However I do agree that taking classes in things that pertain to little ones would be pretty cool too if you really want to get a degree. Child psychology, early childhood education, nutrition... most things pertain to kids and you could find a path. Of course, you could always just get certified for doing home care and take care of OTHER people's little ones as well so you can still act as a mom (ish hehe) but also have a way of supporting yourself as well as having others be quiet about it.

I definitely think though that something will eventually speak to you. Nothing spoke to me until I realized that I absolutely adore all things childbirth. I want to be a childbirth educator and I also have a huge interest in being a postpartum doula because of how my experiences went. I think eventually you'll find your path as well

for now, I'd enjoy what I enjoy... and if you are already doing it... well then why stop??
post #20 of 90
Quote:
Originally Posted by septmommy View Post
My mother is insistent that being a mom is not enough to satisfy my own soul
Uhm, are we sisters?

My parents were NOT excited when I told them we were expecting number two. Before I found out I was pregnant (at DS's first birthday) my dad made a crack about doing something more with my life than being a birthing center. They're constantly saying I need to do something more with my life and insist I'm just not listening to God. (can you have too many eyeroll smilies?)

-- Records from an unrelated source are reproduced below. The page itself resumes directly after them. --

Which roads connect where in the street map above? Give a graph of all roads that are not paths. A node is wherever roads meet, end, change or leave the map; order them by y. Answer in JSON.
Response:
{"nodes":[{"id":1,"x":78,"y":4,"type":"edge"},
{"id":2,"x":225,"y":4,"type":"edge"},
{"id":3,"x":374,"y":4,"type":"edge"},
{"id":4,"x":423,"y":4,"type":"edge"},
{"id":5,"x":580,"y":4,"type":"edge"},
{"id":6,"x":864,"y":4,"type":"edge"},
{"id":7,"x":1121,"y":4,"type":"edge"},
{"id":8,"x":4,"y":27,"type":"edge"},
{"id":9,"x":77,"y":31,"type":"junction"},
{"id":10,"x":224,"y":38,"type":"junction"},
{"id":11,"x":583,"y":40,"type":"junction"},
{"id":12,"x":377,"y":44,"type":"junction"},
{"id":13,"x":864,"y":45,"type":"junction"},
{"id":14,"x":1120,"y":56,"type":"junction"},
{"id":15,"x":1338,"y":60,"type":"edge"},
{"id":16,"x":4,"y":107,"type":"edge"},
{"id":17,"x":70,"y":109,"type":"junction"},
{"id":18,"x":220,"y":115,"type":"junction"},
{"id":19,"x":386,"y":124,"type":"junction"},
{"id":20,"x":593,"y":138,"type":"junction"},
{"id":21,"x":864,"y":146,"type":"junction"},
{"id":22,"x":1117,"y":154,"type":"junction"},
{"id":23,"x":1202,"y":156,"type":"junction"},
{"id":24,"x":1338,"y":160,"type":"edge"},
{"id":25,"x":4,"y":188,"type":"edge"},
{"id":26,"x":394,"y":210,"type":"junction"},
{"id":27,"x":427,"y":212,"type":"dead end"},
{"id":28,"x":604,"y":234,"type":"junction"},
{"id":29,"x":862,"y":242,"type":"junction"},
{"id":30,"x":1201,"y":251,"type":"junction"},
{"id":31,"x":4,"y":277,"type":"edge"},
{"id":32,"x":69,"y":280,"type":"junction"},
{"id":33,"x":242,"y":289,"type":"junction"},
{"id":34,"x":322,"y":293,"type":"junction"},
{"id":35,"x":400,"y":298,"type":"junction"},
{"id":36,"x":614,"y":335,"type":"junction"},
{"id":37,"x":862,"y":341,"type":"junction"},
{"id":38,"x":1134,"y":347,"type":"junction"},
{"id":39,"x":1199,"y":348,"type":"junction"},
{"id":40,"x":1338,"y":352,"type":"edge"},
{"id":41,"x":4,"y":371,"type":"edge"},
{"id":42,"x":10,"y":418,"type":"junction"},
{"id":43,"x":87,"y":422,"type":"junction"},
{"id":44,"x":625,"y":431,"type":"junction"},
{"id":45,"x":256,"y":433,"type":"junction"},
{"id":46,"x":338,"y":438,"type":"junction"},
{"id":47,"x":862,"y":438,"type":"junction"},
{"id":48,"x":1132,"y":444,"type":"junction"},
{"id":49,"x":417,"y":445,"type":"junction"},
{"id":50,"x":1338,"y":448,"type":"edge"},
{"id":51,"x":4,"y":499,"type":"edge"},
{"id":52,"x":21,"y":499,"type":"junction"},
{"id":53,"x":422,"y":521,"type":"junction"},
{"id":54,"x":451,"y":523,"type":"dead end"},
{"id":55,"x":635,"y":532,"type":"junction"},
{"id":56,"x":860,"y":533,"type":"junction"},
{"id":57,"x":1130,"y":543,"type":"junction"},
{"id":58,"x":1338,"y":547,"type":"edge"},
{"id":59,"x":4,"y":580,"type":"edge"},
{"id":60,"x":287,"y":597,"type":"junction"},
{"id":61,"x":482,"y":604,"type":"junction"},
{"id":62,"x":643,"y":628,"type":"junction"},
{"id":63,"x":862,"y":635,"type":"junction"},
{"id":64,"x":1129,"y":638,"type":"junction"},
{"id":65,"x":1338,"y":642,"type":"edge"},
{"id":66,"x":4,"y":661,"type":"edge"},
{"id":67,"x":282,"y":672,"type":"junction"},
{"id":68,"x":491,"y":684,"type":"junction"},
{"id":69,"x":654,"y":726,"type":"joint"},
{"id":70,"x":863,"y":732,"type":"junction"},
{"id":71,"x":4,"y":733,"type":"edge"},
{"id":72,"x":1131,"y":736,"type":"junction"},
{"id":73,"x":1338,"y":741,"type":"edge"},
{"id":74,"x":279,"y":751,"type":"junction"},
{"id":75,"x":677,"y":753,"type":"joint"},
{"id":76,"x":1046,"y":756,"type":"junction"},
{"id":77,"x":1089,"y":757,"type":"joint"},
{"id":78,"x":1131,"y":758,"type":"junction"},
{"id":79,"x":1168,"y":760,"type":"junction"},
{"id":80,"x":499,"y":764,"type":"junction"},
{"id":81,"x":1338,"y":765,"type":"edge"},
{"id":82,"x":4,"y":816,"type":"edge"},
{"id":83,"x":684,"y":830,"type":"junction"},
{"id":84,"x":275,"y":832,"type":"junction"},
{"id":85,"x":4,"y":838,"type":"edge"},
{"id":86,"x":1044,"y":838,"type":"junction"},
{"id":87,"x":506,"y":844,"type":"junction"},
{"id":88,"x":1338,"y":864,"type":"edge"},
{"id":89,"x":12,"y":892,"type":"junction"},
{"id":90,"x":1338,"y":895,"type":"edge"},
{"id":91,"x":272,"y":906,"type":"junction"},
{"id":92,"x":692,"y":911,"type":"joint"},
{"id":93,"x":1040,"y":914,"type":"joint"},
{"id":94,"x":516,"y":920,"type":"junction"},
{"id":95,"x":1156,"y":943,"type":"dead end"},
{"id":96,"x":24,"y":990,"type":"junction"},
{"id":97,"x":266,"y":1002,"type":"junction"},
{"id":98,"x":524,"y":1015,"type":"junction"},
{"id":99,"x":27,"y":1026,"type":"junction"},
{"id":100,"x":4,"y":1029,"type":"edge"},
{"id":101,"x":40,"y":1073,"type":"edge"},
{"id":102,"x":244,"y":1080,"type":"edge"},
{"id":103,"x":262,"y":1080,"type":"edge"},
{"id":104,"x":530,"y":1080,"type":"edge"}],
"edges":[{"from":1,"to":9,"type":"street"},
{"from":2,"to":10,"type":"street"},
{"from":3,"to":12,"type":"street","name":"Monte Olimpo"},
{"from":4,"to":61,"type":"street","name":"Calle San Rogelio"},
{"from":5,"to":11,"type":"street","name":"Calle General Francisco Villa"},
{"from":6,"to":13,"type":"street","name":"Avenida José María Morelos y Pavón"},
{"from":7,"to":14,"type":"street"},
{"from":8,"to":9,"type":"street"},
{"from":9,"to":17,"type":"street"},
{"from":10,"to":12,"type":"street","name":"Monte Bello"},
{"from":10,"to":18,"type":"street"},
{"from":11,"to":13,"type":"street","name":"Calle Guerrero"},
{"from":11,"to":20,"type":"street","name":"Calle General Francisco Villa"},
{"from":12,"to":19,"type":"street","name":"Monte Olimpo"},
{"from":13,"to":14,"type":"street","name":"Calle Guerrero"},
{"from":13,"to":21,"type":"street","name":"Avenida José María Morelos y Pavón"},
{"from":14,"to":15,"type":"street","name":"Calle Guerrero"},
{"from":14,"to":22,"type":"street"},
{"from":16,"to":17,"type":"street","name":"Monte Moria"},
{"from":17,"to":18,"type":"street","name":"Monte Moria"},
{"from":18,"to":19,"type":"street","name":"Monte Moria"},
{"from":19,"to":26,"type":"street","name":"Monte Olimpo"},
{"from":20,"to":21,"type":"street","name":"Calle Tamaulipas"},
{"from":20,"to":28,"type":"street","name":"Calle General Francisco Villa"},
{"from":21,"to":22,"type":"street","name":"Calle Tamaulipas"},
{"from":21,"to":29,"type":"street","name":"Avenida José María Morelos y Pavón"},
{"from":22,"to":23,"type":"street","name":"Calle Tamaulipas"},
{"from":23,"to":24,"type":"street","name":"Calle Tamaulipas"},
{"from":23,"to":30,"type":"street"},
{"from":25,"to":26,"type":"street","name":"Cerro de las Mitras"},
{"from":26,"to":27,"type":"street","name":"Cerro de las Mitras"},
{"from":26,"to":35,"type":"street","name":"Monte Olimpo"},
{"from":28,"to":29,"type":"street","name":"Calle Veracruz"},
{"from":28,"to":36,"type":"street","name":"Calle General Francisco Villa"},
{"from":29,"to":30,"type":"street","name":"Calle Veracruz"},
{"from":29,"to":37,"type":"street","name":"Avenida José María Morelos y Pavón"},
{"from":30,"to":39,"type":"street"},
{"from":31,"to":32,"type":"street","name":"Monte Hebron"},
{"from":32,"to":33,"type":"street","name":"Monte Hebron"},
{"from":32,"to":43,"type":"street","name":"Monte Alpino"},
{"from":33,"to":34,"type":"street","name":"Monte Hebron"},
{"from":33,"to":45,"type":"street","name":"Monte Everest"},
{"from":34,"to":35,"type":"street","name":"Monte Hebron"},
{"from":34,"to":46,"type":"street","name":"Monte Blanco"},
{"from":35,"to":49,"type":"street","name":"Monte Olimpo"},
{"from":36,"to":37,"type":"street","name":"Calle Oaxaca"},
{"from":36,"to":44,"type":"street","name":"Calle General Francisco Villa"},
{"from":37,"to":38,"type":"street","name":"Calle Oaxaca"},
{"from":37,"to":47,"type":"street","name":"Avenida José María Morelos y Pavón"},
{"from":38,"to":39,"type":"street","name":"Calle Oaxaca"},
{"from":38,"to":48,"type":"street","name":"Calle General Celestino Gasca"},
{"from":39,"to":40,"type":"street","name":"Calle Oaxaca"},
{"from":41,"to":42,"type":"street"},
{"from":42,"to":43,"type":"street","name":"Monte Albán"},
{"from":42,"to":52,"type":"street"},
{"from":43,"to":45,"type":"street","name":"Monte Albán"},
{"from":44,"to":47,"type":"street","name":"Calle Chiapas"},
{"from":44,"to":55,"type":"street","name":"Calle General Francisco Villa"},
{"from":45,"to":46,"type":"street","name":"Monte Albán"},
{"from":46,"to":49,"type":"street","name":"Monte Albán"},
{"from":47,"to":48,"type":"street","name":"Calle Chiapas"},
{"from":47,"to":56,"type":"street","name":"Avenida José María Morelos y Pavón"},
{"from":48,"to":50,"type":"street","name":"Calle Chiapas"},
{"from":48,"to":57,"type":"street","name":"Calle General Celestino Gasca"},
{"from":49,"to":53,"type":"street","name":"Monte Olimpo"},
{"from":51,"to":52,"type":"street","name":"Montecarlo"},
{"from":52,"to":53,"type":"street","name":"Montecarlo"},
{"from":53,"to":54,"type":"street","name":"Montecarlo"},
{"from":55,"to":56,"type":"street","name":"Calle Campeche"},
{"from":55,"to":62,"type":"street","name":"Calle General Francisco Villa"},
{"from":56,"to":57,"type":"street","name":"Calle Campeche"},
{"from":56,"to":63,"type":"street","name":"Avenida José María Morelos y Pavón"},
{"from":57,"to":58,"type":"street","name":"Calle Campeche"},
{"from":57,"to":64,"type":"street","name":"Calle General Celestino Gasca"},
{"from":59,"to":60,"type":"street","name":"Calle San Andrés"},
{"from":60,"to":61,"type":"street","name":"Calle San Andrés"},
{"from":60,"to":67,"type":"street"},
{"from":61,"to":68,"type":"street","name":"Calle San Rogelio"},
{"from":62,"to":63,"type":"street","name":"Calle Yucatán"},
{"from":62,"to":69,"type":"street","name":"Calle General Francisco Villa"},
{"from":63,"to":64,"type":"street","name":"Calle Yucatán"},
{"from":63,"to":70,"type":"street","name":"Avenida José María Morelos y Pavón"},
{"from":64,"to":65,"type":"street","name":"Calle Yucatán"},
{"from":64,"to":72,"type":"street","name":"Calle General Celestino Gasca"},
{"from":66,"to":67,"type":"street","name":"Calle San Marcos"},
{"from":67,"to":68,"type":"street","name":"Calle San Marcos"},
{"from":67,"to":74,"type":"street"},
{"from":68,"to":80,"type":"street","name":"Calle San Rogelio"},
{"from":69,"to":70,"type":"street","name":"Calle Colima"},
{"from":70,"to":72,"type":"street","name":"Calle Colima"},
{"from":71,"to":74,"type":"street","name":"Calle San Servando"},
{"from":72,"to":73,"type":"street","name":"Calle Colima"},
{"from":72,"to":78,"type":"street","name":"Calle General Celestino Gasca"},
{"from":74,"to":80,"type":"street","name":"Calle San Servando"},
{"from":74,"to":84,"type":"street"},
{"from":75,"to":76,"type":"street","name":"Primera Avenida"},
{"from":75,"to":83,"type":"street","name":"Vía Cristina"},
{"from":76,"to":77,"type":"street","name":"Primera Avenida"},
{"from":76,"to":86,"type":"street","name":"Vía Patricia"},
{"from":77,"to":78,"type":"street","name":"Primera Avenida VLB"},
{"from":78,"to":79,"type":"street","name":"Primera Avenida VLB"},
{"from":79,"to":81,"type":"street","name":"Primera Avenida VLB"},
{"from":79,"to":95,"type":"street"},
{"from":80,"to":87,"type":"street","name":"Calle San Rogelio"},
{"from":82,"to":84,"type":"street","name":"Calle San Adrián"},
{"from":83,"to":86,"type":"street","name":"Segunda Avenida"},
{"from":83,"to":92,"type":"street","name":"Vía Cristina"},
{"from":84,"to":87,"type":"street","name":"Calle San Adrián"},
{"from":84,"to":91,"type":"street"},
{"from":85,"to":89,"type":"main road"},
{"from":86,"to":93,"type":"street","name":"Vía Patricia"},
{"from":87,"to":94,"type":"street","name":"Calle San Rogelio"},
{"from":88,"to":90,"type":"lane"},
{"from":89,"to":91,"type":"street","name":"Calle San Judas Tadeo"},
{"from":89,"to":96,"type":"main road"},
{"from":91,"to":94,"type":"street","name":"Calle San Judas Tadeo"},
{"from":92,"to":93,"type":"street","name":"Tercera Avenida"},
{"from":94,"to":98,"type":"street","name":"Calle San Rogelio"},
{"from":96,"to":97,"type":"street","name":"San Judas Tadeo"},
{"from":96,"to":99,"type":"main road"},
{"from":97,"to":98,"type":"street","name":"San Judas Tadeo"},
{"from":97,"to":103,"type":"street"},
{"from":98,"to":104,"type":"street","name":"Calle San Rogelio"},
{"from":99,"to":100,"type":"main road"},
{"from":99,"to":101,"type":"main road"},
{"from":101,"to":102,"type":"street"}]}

The only reason I would take classes would be because I LOVE to learn. I could care less about a degree I'm never going to use. My mom wants me to get my teaching certificate. Her reasons change. She wants me to put my kids in public school and get a job (we plan to homeschool) OR she thinks that the govt will require teaching degrees to homeschool (possible, but I'm not going to freak out about it right now) I can learn on my own time and do so by reading articles and books. That works for me. I don't HAVE to have a formal learning environment and only like to do so for things like govt or literature (discussion things)

Basically, if you're happy and satisfied SCREW EVERYONE ELSE! They can't tell you how to be happy!